5. An organic fertilizer batching device according to claim 1, characterized in that: The number of the arc-shaped scrapers (4) is two. The two arc-shaped scrapers (4) are symmetrically arranged with the vertical center line of the mixing tank (1) as the axis of symmetry, and the outer surfaces of the two arc-shaped scrapers (4) are in contact with the inner wall of the mixing tank (1).
6. An organic fertilizer batching device according to claim 1, characterized in that: The upper surfaces of the mixing tank (1) and the sealing cover (2) are provided with a plurality of through holes, and each of the through holes is provided with a fastening bolt (17) through it, and one end of each fastening bolt (17) is threadedly connected to a fastening nut (18).

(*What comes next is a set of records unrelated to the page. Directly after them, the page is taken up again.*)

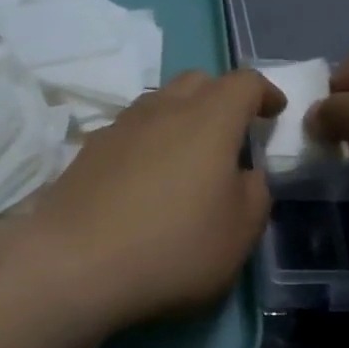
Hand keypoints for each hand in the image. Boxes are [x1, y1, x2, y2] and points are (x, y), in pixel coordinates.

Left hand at [20, 70, 284, 329]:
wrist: (74, 266)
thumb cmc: (173, 249)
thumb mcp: (239, 234)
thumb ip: (255, 195)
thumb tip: (245, 175)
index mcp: (209, 120)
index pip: (244, 82)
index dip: (265, 92)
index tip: (274, 112)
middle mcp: (163, 110)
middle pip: (197, 81)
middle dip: (221, 97)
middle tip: (232, 132)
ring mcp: (120, 127)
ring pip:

7. An organic fertilizer batching device according to claim 1, characterized in that: The sealing cover (2) has a feed pipe (19) on the side of its upper end near the drive motor (8) and away from the negative pressure exhaust fan (9).
8. An organic fertilizer batching device according to claim 1, characterized in that: The outer surface of the control box (15) is provided with a control button (20), and a warning light (21) is provided on the side of the outer surface of the control box (15) near the control button (20).